Um bom projeto de arquitetura é aquele que faz com que você seja feliz por estar vivo. E isso significa que todos nós podemos fazer arquitetura também.
Então, de que forma a arquitetura, como a nossa busca incessante por criar espaços que nos façam sentir-nos bem, pode nos ajudar a redescobrir nosso senso de medida para assim, podermos combater o excesso e o consumo exagerado?Certamente não aceitando que ela seja uma propriedade exclusiva apenas dos arquitetos. Pelo contrário, a arquitetura, como uma ferramenta capaz de nos reconciliar com a natureza, parece ter sido complemente esquecida pela maioria das práticas de arquitetura que, salvo raras excessões, seguem contribuindo amplamente para o esgotamento dos nossos recursos naturais.
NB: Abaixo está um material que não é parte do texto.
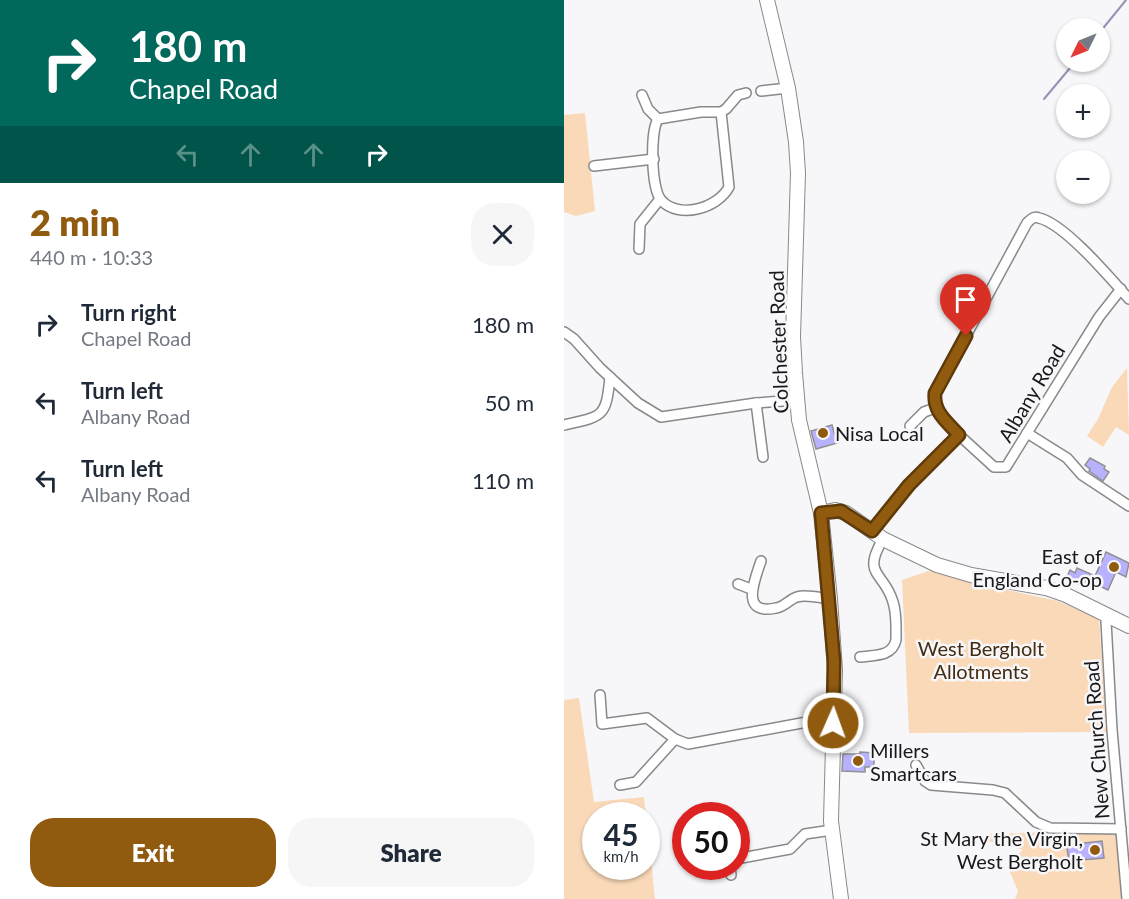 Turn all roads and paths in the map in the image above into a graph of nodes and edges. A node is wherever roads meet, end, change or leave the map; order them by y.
1 (767, 0) edge
2 (788, 88) junction
3 (761, 91) dead end
4 (746, 93) dead end
5 (642, 95) dead end
6 (721, 112) junction
7 (658, 119) junction
8 (654, 159) junction
9 (594, 166) dead end
10 (660, 199) junction
11 (639, 249) dead end
12 (1121, 289) junction
13 (1129, 299) edge
14 (564, 332) edge
15 (610, 377) junction
16 (797, 400) junction
17 (756, 403) junction
18 (935, 408) junction
19 (564, 424) edge
20 (910, 426) dead end
21 (1027, 433) junction
22 (959, 435) junction
23 (763, 457) dead end
24 (1129, 506) edge
25 (821, 513) junction
26 (878, 535) junction
27 (761, 561) dead end
28 (738, 584) dead end
29 (751, 589) junction
30 (830, 599) junction
31 (1107, 614) junction
32 (1129, 626) edge
33 (861, 657) dead end
34 (600, 695) dead end
35 (833, 723) junction
36 (675, 739) junction
37 (916, 765) dead end
38 (925, 781) junction
39 (620, 785) dead end
40 (918, 790) dead end
41 (1121, 829) junction
42 (832, 830) junction
43 (750, 856) edge
44 (841, 899) edge
45 (1127, 899) edge

1 - 2 main road, Colchester Road
2 - 3 street
2 - 16 main road, Colchester Road
4 - 6 street
5 - 7 street
6 - 7 street
6 - 10 street
7 - 8 street
8 - 9 street
8 - 10 street
10 - 11 street
12 - 13 street
12 - 18 street
12 - 21 street, Albany Road
14 - 15 street
15 - 17 street
15 - 19 street
16 - 17 street
16 - 25 main road, Colchester Road
17 - 23 street
18 - 20 street
18 - 22 street, Albany Road
21 - 22 street, Albany Road
21 - 24 street
22 - 26 street
25 - 26 main road
25 - 30 main road, Colchester Road
26 - 31 main road
26 - 33 street
27 - 29 street
28 - 29 street
29 - 30 street
30 - 35 main road, Colchester Road
31 - 32 main road
31 - 41 street, New Church Road
34 - 36 street
35 - 36 street
35 - 42 main road, Colchester Road
36 - 39 street
37 - 38 street
38 - 40 street
38 - 41 street
41 - 45 street, New Church Road
42 - 43 street
42 - 44 main road, Colchester Road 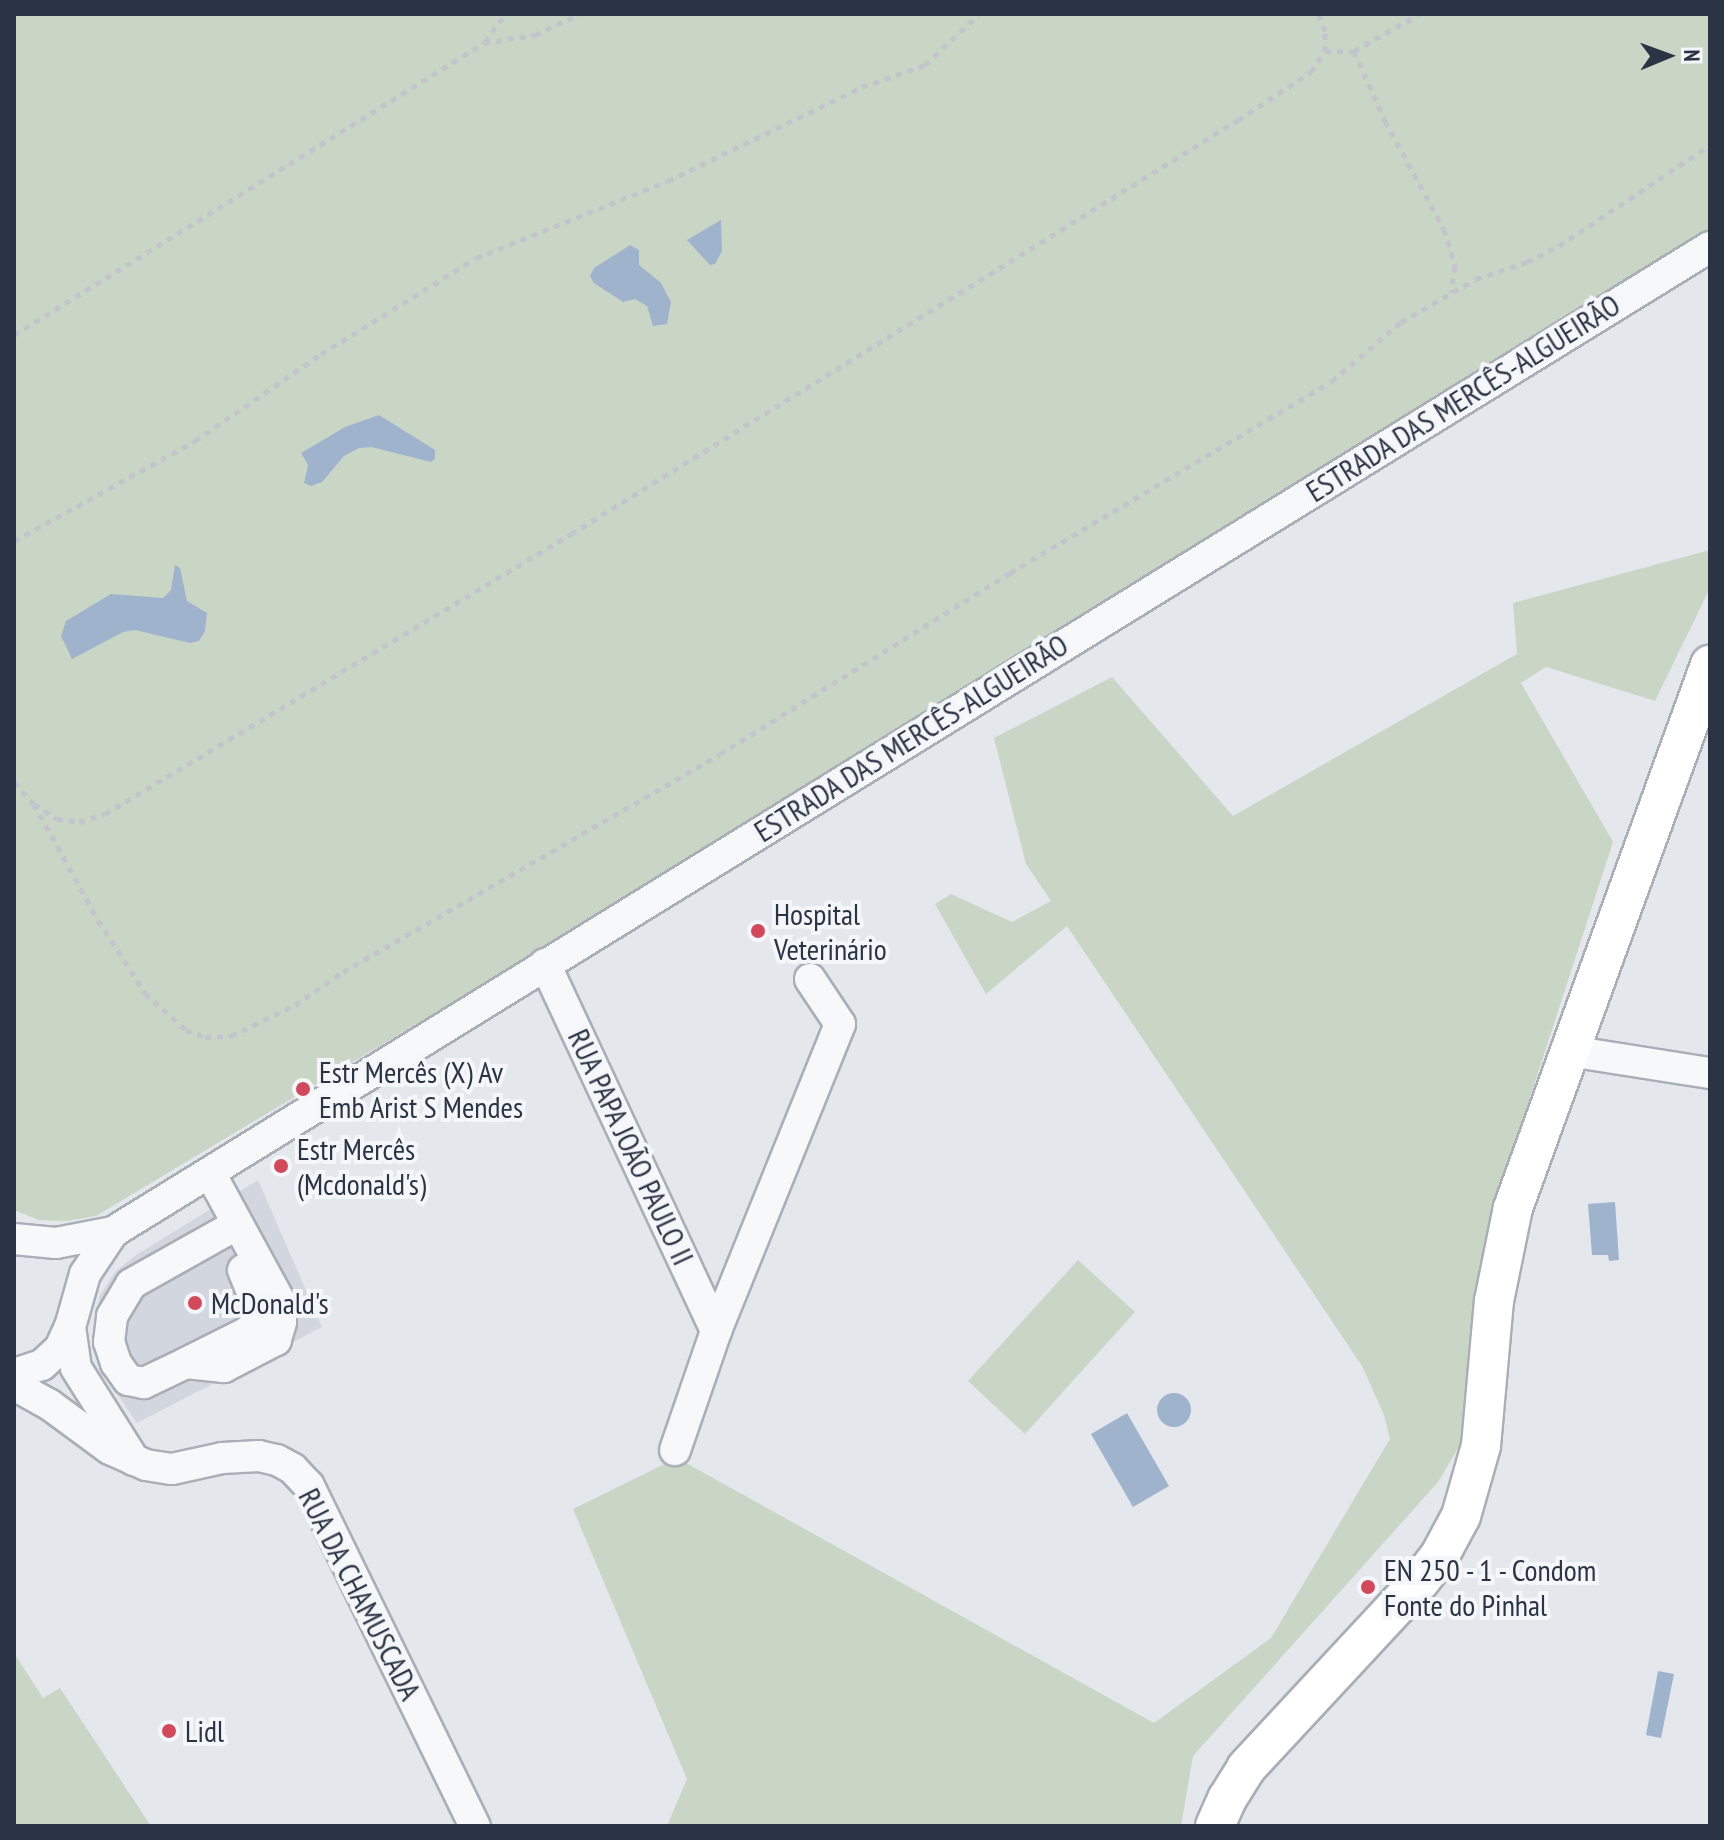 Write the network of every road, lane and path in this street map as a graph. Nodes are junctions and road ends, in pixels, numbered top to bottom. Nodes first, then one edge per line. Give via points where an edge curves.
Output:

E isso pode ser extendido também ao discurso teórico, que continua a se afastar de qualquer bom senso possível e imaginável. A arquitetura que estamos testemunhando hoje, opera em conformidade com a voraz industria da construção civil que, avança incansavelmente não obstante os evidentes sinais de que estamos nos aproximando rapidamente do chamados ponto de inflexão. Foi necessária uma pandemia global sem precedentes para que fossemos forçados a nos impor um limite quantitativo. Quem dera o que seria necessário para que possamos fazer desde limite nosso objetivo?
Uma maneira de encontramos a resposta para essa pergunta é indagando por que a arquitetura segue impassível frente aos principais desafios que estamos enfrentando hoje. As evidências estão ai para serem vistas há pelo menos algumas décadas, e a arquitetura segue sem se posicionar de forma convincente em relação a isso—tanto na prática quanto na teoria.